Mike Kuketz 🛡@social.tchncs.de · 5 days ago

Beim Lesen des zugehörigen Issues zur Signaturproblematik bei F-Droid habe ich den Eindruck, dass das Problem dort entweder nicht verstanden oder heruntergespielt wird. Das ist besorgniserregend.

pixelschubsi@troet.cafe · edit-2 5 days ago

@IzzyOnDroid @stefanjahn @marcelklehr @kuketzblog Das gleiche gilt für alle anderen binaries die im Quellcode so rumfliegen, ich kann dir auch Schadcode in eine .png packen.
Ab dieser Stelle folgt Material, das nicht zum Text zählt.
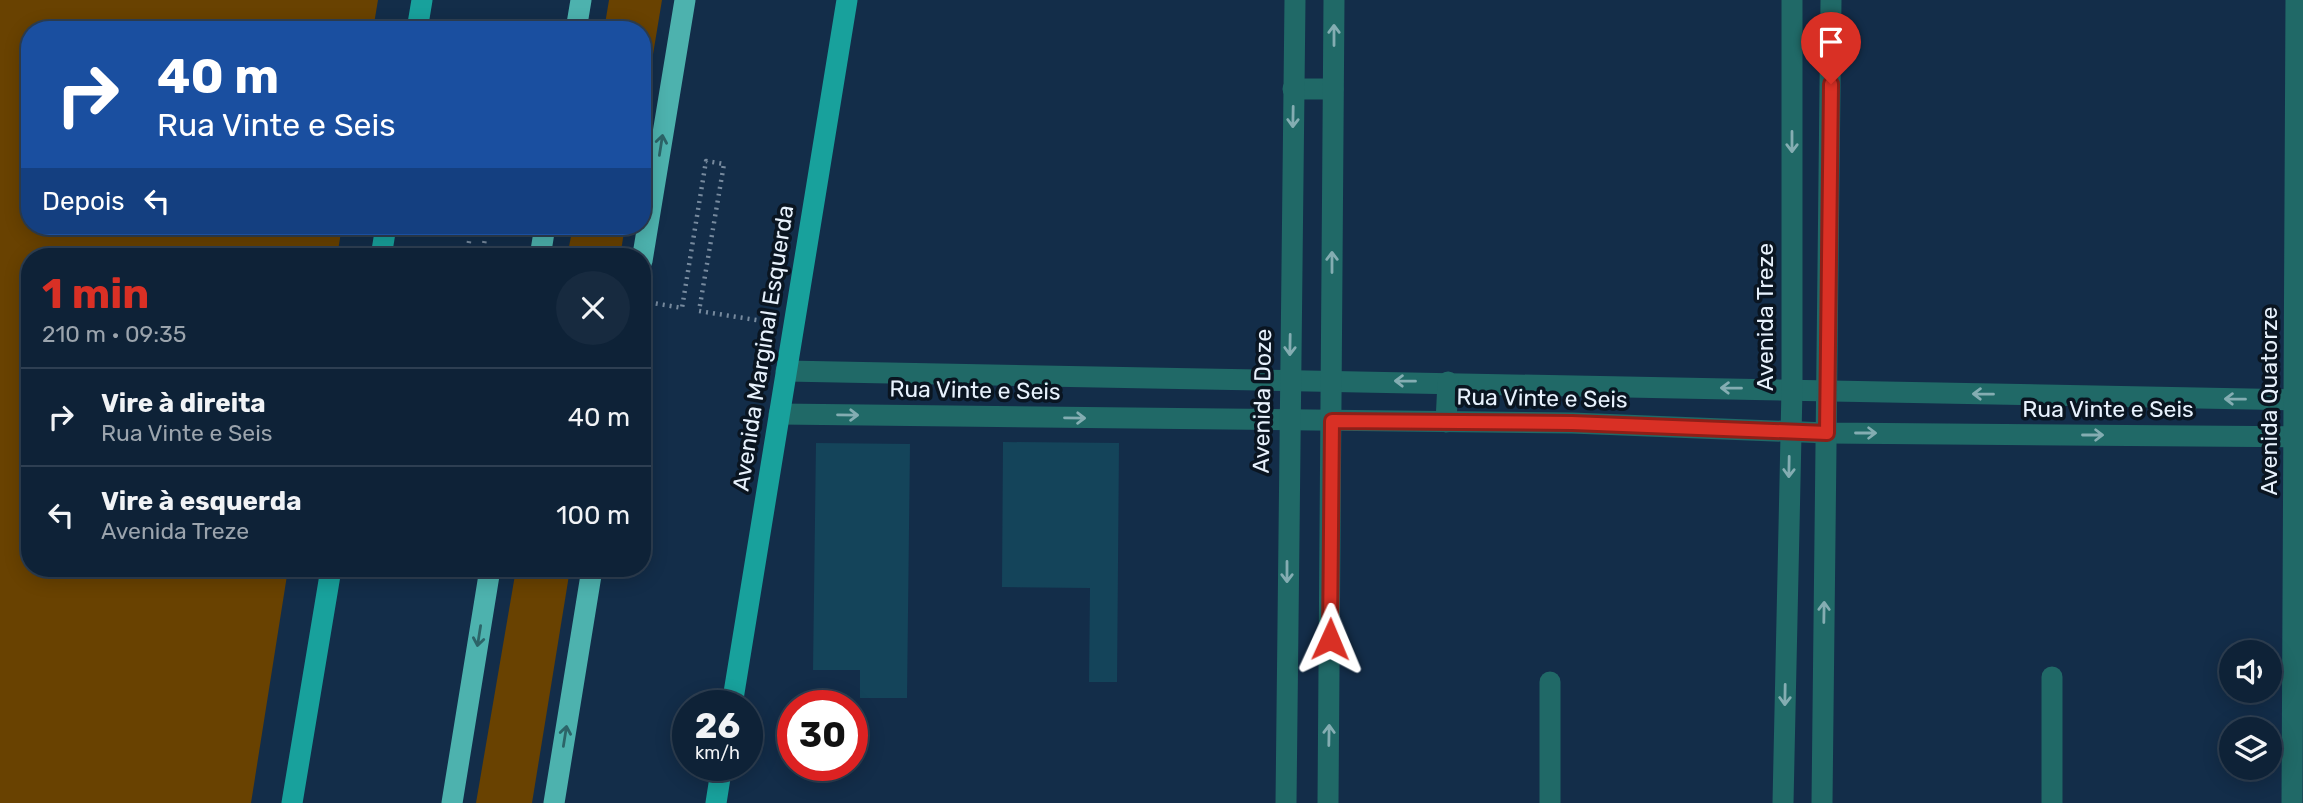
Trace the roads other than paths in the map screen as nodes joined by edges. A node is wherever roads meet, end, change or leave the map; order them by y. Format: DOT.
graph roads {
  1 [pos="422,0"];
  2 [pos="581,0"];
  3 [pos="685,0"];
  4 [pos="847,0"];
  5 [pos="1295,0"];
  6 [pos="1334,0"];
  7 [pos="1792,0"];
  8 [pos="1831,0"];
  9 [pos="2296,0"];
  10 [pos="418,21"];
  11 [pos="578,21"];
  12 [pos="1293,89"];
  13 [pos="1333,89"];
  14 [pos="651,206"];
  15 [pos="2299,219"];
  16 [pos="786,371"];
  17 [pos="1289,379"];
  18 [pos="1331,380"];
  19 [pos="1448,382"];
  20 [pos="1792,389"];
  21 [pos="1828,391"];
  22 [pos="2299,400"];
  23 [pos="779,414"];
  24 [pos="1288,420"];
  25 [pos="1332,421"];
  26 [pos="1446,422"];
  27 [pos="1790,432"];
  28 [pos="1827,433"];
  29 [pos="2299,436"];
  30 [pos="330,577"];
  31 [pos="489,577"];
  32 [pos="591,577"];
  33 [pos="2052,677"];
  34 [pos="1550,682"];
  35 [pos="734,690"];
  36 [pos="719,781"];
  37 [pos="292,803"];
  38 [pos="452,803"];
  39 [pos="554,803"];
  40 [pos="716,803"];
  41 [pos="1286,803"];
  42 [pos="1328,803"];
  43 [pos="1550,803"];
  44 [pos="1783,803"];
  45 [pos="1822,803"];
  46 [pos="2052,803"];
  47 [pos="2292,803"];
  1 -- 10 [label="main road"];
  2 -- 11 [label="highway"];
  14 -- 3 [label="highway, one-way"];
  4 -- 16 [label="main road, Avenida Marginal Esquerda"];
  5 -- 12 [label="street, Avenida Doze"];
  13 -- 6 [label="street, one-way"];
  7 -- 20 [label="street, Avenida Treze, one-way"];
  8 -- 21 [label="street"];
  9 -- 15 [label="street, Avenida Quatorze"];
  12 -- 13 [label="street"];
  12 -- 17 [label="street, Avenida Doze, one-way"];
  18 -- 13 [label="street, one-way"];
  15 -- 22 [label="street, Avenida Quatorze"];
  16 -- 17 [label="street, Rua Vinte e Seis"];
  16 -- 23 [label="main road, Avenida Marginal Esquerda"];
  17 -- 18 [label="street, Rua Vinte e Seis"];
  17 -- 24 [label="street, Avenida Doze"];
  19 -- 18 [label="street, Rua Vinte e Seis, one-way"];
  18 -- 25 [label="street"];
  20 -- 19 [label="street, Rua Vinte e Seis, one-way"];
  19 -- 26 [label="street"];
  20 -- 21 [label="street, Rua Vinte e Seis"];
  20 -- 27 [label="street, Avenida Treze"];
  22 -- 21 [label="street, Rua Vinte e Seis, one-way"];
  21 -- 28 [label="street"];
  22 -- 29 [label="street, Avenida Quatorze"];
  23 -- 24 [label="street, Rua Vinte e Seis, one-way"];
  23 -- 35 [label="main road, Avenida Marginal Esquerda"];
  24 -- 25 [label="street, Rua Vinte e Seis"];
  24 -- 41 [label="street, Avenida Doze, one-way"];
  25 -- 26 [label="street, Rua Vinte e Seis"];
  42 -- 25 [label="street, one-way"];
  26 -- 27 [label="street, Rua Vinte e Seis"];
  27 -- 28 [label="street, Rua Vinte e Seis"];
  27 -- 44 [label="street, Avenida Treze, one-way"];
  28 -- 29 [label="street, Rua Vinte e Seis, one-way"];
  45 -- 28 [label="street, one-way"];
  29 -- 47 [label="street, Avenida Quatorze"];
  30 -- 37 [label="main road"];
  31 -- 38 [label="highway, one-way"];
  39 -- 32 [label="highway, one-way"];
  33 -- 46 [label="street"];
  34 -- 43 [label="street"];
  36 -- 40 [label="main road"];
}
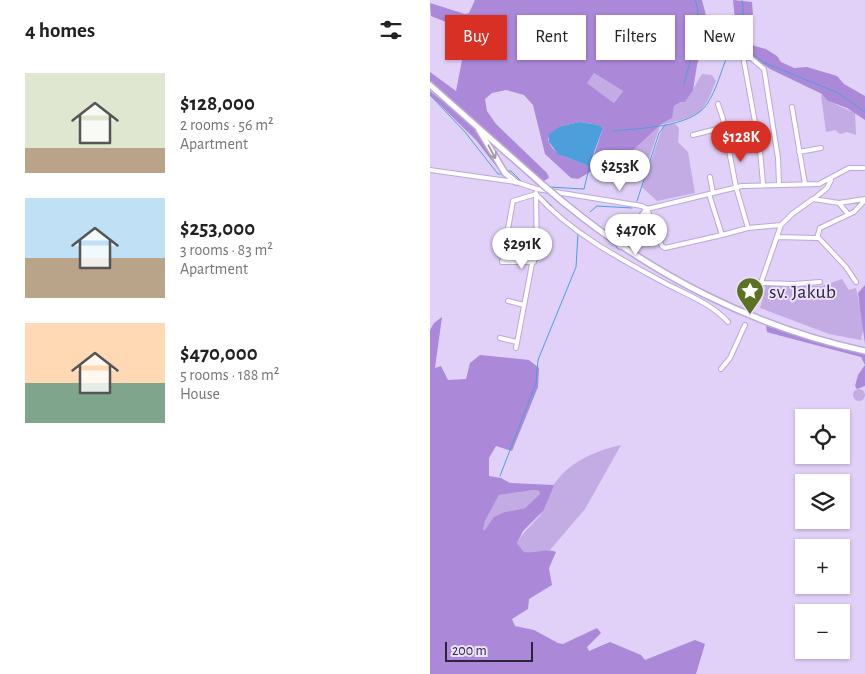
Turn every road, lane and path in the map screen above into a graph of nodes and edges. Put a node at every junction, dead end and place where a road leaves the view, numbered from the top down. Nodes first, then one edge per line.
1 (430, 85) edge
2 (718, 104) dead end
3 (792, 107) dead end
4 (471, 120) junction
5 (725, 127) junction
6 (693, 135) dead end
7 (821, 148) dead end
8 (799, 152) junction
9 (865, 168) edge
10 (430, 170) edge
11 (710, 177) dead end
12 (830, 180) junction
13 (516, 182) junction
14 (763, 184) junction
15 (779, 184) junction
16 (805, 184) junction
17 (736, 187) junction
18 (537, 189) junction
19 (711, 193) junction
20 (536, 194) junction
21 (815, 198) junction
22 (865, 199) edge
23 (840, 203) junction
24 (646, 209) junction
25 (848, 214) junction
26 (781, 225) junction
27 (748, 228) junction
28 (722, 235) junction
29 (777, 237) junction
30 (818, 237) junction
31 (620, 246) junction
32 (534, 262) junction
33 (820, 282) dead end
34 (856, 282) dead end
35 (763, 283) junction
36 (508, 301) dead end
37 (524, 305) junction
38 (753, 306) dead end
39 (728, 322) dead end
40 (745, 325) dead end
41 (500, 338) dead end
42 (517, 342) junction
43 (516, 348) dead end
44 (865, 351) edge
45 (721, 369) dead end

1 - 4 main road
2 - 5 street
3 - 8 street
4 -> 13 main road
4 - 31 main road, bridge
5 - 6 street
5 - 17 street
7 - 8 street
8 - 16 street
9 - 12 street
10 - 13 street
11 - 19 street
12 - 16 street
12 - 21 street
13 - 18 street
14 - 15 street
14 - 15 street
14 - 17 street
15 - 16 street
17 - 19 street
17 - 27 street
18 - 20 street
18 - 24 street
19 - 24 street
19 - 28 street
20 - 32 street
20 - 32 street
20 - 39 street
21 - 23 street
21 - 26 street
22 - 23 street
22 - 25 street
23 - 25 street
24 - 28 street
24 - 31 main road
25 - 30 street
26 - 27 street
26 - 29 street
27 - 28 street
29 - 30 street
29 - 35 street
30 - 34 street
31 - 44 main road
32 - 37 street
33 - 35 street
35 - 38 street
36 - 37 street
37 - 42 street
40 - 45 street
41 - 42 street
42 - 43 street

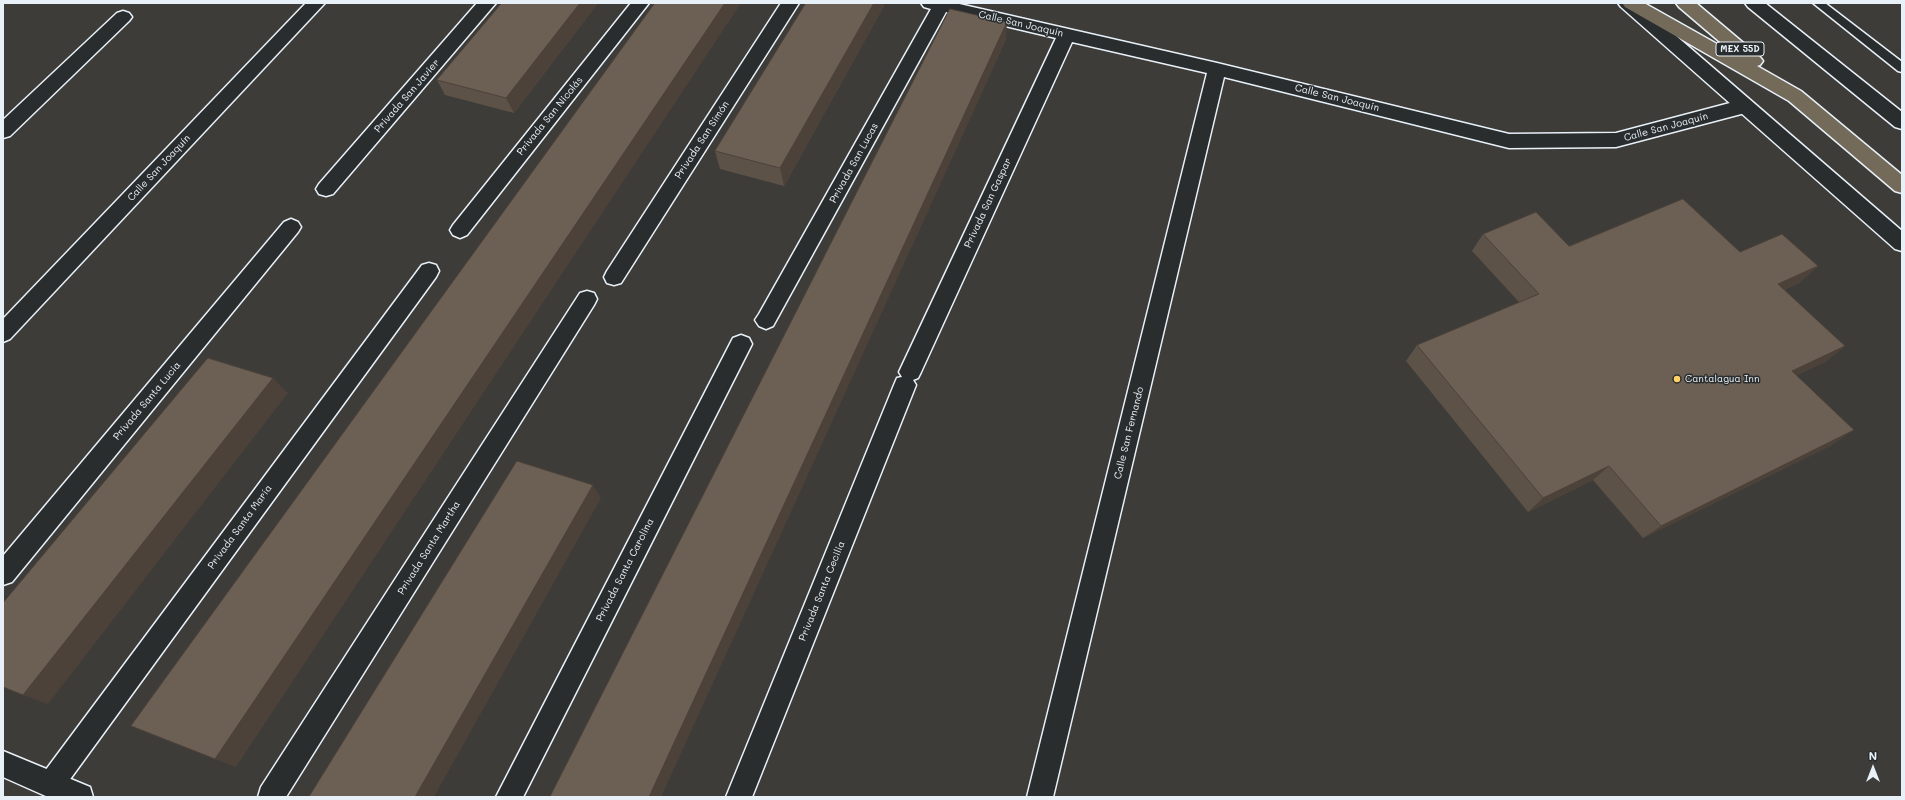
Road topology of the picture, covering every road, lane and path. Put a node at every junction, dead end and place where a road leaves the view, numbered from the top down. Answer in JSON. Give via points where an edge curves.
{"nodes":[{"id":1,"x":316,"y":3,"type":"edge"},
{"id":2,"x":487,"y":3,"type":"edge"},
{"id":3,"x":640,"y":3,"type":"edge"},
{"id":4,"x":790,"y":3,"type":"edge"},
{"id":5,"x":1629,"y":3,"type":"edge"},
{"id":6,"x":1684,"y":3,"type":"edge"},
{"id":7,"x":1754,"y":3,"type":"edge"},
{"id":8,"x":1818,"y":3,"type":"edge"},
{"id":9,"x":935,"y":4,"type":"edge"},
{"id":10,"x":123,"y":17,"type":"dead end"},
{"id":11,"x":1066,"y":35,"type":"junction"},
{"id":12,"x":1902,"y":68,"type":"edge"},
{"id":13,"x":1217,"y":69,"type":"junction"},
{"id":14,"x":1795,"y":96,"type":"junction"},
{"id":15,"x":1745,"y":106,"type":"junction"},
{"id":16,"x":1902,"y":122,"type":"edge"},
{"id":17,"x":3,"y":131,"type":"edge"},
{"id":18,"x":1902,"y":186,"type":"edge"},
{"id":19,"x":326,"y":189,"type":"dead end"},
{"id":20,"x":291,"y":227,"type":"dead end"},
{"id":21,"x":460,"y":230,"type":"dead end"},
{"id":22,"x":1902,"y":244,"type":"edge"},
{"id":23,"x":429,"y":271,"type":"dead end"},
{"id":24,"x":614,"y":276,"type":"dead end"},
{"id":25,"x":587,"y":299,"type":"dead end"},
{"id":26,"x":766,"y":320,"type":"dead end"},
{"id":27,"x":3,"y":333,"type":"edge"},
{"id":28,"x":741,"y":344,"type":"dead end"},
{"id":29,"x":907,"y":378,"type":"joint"},
{"id":30,"x":3,"y":574,"type":"edge"},
{"id":31,"x":3,"y":764,"type":"edge"},
{"id":32,"x":51,"y":784,"type":"junction"},
{"id":33,"x":80,"y":797,"type":"edge"},
{"id":34,"x":271,"y":797,"type":"edge"},
{"id":35,"x":509,"y":797,"type":"edge"},
{"id":36,"x":739,"y":797,"type":"edge"},
{"id":37,"x":1040,"y":797,"type":"edge"}],
"edges":[{"from":1,"to":27,"type":"street","name":"Calle San Joaquín"},
{"from":2,"to":19,"type":"street","name":"Privada San Javier"},
{"from":3,"to":21,"type":"street","name":"Privada San Nicolás"},
{"from":4,"to":24,"type":"street","name":"Privada San Simón"},
{"from":5,"to":14,"type":"highway"},
{"from":5,"to":15,"type":"street"},
{"from":6,"to":14,"type":"highway","number":"MEX 55D"},
{"from":7,"to":16,"type":"street"},
{"from":8,"to":12,"type":"lane"},
{"from":9,"to":11,"type":"street","name":"Calle San Joaquín"},
{"from":9,"to":26,"type":"street","name":"Privada San Lucas"},
{"from":10,"to":17,"type":"street"},
{"from":11,"to":13,"type":"street","name":"Calle San Joaquín"},
{"from":11,"to":29,"type":"street","name":"Privada San Gaspar"},
{"from":13,"to":15,"type":"street","name":"Calle San Joaquín","via":[[1509,141],[1616,140]]},
{"from":13,"to":37,"type":"street","name":"Calle San Fernando"},
{"from":14,"to":18,"type":"highway","number":"MEX 55D"},
{"from":15,"to":22,"type":"street"},
{"from":20,"to":30,"type":"street","name":"Privada Santa Lucia"},
{"from":23,"to":32,"type":"street","name":"Privada Santa María"},
{"from":25,"to":34,"type":"street","name":"Privada Santa Martha"},
{"from":28,"to":35,"type":"street","name":"Privada Santa Carolina"},
{"from":29,"to":36,"type":"street","name":"Privada Santa Cecilia"},
{"from":31,"to":32,"type":"street"},
{"from":32,"to":33,"type":"street"}]}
Der Code der code aus Binärdateien oder Drittquellen ausliest und dynamisch zur Ausführung bringt ist IMO bereits Schadcode und sollte nie in F-Droid landen. Die Signaturblöcke sind zwar hier ein zusätzlicher Weg, aber eben bei weitem nicht der einzige um Schadcode auszuliefern, wenn Code dynamisch geladen wird.

pixelschubsi@troet.cafe · 5 days ago

@IzzyOnDroid @stefanjahn @marcelklehr @kuketzblog
Das Niveau auf dem wir uns hier bewegen ist nicht weit entfernt von:
“Kritische Sicherheitslücke in F-Droid: Wer einen Browser aus F-Droid installiert und dann damit auf eine Webseite geht, führt potentiell Schadcode (JavaScript) aus”

Mike Kuketz 🛡@social.tchncs.de · 4 days ago

@pixelschubsi @IzzyOnDroid @stefanjahn @marcelklehr Hier werden einige Dinge absichtlich oder unabsichtlich durcheinander geworfen - mal schauen, ob ich das nochmal in einem Artikel beleuchte.

pixelschubsi@troet.cafe · 4 days ago

@kuketzblog@social.tchncs.de @IzzyOnDroid@floss.social @stefanjahn@freiburg.social @marcelklehr@fosstodon.org Das klingt nach einer guten Idee. Frag doch dann am besten auch mal bei Hans nach und skizziere einen praktisch möglichen Angriff auf das F-Droid repository und erkläre inwiefern der nicht zuvor einen andere, schwerwiegenderen Angriff erfordert, statt nur so halbe Horrorstories.